Amazon.com
For thousands of years, the windswept plains of the eastern Baltic attracted migrant tribes from all over Eurasia. These peoples lived together, sometimes uneasily, sometimes at peace, forging the multiethnic cultures of Latvia, Estonia, and Lithuania. The last two centuries have brought one army after another to the Baltic, led by Napoleon, Kaiser Wilhelm, Tsar Nicholas, Hitler's generals, and Stalin's field marshals. In the wake of World War II, the multiethnic cultures of the Baltic splintered, and millions of citizens, including Canadian historian Modris Eksteins, born in Latvia in 1943, were sent into flight.

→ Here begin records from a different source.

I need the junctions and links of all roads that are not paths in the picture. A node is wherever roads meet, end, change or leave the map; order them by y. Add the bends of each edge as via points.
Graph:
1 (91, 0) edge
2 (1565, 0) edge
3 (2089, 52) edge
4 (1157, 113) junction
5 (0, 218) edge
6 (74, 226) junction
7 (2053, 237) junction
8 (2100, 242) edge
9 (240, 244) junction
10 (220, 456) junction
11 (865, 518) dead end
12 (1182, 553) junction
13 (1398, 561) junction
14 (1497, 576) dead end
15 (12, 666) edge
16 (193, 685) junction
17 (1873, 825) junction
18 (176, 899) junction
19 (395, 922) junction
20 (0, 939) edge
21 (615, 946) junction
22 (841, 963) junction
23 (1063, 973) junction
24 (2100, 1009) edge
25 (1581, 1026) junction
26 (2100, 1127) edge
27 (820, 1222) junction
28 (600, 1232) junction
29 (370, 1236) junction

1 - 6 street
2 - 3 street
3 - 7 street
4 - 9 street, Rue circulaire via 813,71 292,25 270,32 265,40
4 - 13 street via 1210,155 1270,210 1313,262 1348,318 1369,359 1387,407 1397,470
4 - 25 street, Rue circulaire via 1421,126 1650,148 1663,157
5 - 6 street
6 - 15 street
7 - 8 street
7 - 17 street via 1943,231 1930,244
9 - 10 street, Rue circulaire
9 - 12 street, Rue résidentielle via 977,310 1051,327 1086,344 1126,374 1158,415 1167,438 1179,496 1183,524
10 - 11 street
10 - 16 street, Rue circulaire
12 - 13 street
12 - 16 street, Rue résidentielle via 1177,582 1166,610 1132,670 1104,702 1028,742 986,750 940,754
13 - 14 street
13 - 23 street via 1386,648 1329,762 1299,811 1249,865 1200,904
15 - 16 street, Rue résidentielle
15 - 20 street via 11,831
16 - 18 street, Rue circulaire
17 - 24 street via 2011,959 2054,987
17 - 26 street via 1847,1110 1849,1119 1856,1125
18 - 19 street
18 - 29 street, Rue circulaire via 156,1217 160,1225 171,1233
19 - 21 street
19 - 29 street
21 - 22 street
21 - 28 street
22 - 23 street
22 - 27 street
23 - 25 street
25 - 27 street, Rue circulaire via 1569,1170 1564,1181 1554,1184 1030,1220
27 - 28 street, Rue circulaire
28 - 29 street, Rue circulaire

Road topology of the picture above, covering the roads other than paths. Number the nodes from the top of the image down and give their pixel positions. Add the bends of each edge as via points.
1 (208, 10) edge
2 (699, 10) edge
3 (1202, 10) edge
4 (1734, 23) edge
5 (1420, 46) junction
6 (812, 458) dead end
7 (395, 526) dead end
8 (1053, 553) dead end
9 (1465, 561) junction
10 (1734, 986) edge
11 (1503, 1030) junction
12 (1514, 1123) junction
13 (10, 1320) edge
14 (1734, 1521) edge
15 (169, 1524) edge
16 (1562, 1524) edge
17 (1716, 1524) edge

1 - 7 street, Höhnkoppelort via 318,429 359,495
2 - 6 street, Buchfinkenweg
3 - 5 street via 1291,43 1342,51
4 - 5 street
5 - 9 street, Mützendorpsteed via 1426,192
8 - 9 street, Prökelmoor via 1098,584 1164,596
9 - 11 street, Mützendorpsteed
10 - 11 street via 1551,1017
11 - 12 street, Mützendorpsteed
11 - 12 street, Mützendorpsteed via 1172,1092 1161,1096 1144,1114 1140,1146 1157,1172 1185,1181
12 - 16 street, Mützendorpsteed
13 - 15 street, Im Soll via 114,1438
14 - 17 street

Eksteins's narrative, haunted by ghosts and unconventional in structure, embraces many stories. At one level, he offers a requiem for the Baltic past. At another, he composes a personal history of his family, driven so far from its homeland. At yet another, he ponders the nature of history itself in a tale that "must reflect the loss of authority, of history as ideal and of the author-historian as agent of that ideal. What we are left with is the intimacy not of truth but of experience." The terrible experience of war and conflagration propels his beautifully rendered, eyes-wide-open narrative. During his childhood, Eksteins concludes, "for regret and tears there was no time, no point." Half a century later, he is able to mourn the loss of the old Baltic world--and readers of contemporary history will find much to think about as he does. --Gregory McNamee
From Kirkus Reviews
Part history, part memoir, this unconventional account of the fate of the Baltic nations is also an important reassessment of WWII and its outcome. Acclaimed for his study of WWI (Rites of Spring: The Great War and the Birth of the Modern Age, 1989), Eksteins, a professor of history at the University of Toronto, Scarborough, here combines his role of historian with that of autobiographer, rapidly shifting among events before, during, and after WWII. First he provides the drama of his family history (clearly presented, with a literary sensibility, though at times overwritten); the pivotal character is Eksteins's maternal great-grandmother Grieta. The tale of this Latvian chambermaid, made pregnant and then rejected by her Baltic-German baron, serves as a mirror of Latvian-German relations over the centuries. In addition, the family history opens up the subject of displacement, with a heavy focus on the fate of DPs in the postwar years and the struggle and hope of the immigrant experience. A history of the Baltic nations is squeezed in as well, with special emphasis on these nations vulnerable position between Germany and Russia, with an eye to WWII. Finally, at the books core is a serious questioning of our culture's attitudes about the outcome of the war. Eksteins argues that, in a postmodern age, we must write history that doesnt dictate but provokes us with ``layers of suggestion.'' In the postCold War era, he contends, we must face the realities of the war and the fact that 1945 ``is not our victory, as we often like to think; 1945 is our problem.'' Given this statement, Eksteins's treatment of the Holocaust will be closely scrutinized. The author goes about things in his own way: while the Jews are noticeably absent from his examination of the Baltic communities, he gives the Baltic Jewish situation separate and bold attention; Eksteins discusses the ``willing executioners'' among Hitler's conquered subjects. A multifaceted study of the Baltics and WWII, provocative and ambitious, that evokes the enormity of the loss and destruction caused by the war. -- Copyright ©1999, Kirkus Associates, LP. All rights reserved.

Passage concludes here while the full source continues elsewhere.